(Records provided Opens)

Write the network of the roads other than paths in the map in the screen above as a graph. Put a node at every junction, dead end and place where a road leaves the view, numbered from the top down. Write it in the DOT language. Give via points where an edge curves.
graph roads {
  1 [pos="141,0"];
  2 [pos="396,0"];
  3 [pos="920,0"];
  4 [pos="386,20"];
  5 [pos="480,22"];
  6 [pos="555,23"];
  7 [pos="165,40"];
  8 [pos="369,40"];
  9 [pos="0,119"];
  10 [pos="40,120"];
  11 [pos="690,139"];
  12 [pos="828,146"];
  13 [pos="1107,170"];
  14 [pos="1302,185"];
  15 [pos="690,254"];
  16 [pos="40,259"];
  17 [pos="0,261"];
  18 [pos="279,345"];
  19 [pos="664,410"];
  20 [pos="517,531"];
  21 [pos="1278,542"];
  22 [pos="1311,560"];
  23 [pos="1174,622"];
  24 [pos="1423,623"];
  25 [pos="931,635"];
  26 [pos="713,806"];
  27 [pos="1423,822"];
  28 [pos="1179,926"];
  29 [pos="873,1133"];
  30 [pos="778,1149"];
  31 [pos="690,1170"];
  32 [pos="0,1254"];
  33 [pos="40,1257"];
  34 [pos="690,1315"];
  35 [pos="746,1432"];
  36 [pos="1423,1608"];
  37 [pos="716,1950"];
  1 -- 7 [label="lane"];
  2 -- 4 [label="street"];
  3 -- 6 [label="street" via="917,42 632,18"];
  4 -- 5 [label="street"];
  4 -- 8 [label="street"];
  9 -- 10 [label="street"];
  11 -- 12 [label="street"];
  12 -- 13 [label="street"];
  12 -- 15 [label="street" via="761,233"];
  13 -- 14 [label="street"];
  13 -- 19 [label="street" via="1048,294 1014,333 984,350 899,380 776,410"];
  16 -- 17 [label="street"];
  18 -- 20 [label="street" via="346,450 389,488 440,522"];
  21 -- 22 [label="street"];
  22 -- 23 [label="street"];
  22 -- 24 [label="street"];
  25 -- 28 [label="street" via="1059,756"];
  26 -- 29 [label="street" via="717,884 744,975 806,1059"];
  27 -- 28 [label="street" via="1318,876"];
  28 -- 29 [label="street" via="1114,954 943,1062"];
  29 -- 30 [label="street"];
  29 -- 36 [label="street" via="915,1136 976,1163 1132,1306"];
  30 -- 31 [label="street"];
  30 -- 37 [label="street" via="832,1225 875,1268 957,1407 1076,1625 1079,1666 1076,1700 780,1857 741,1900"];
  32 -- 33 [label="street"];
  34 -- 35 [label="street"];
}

(Records provided Closes)

• Exercise instructions
Return solely the number of lines in the data that include the word "roads".

• Task response
2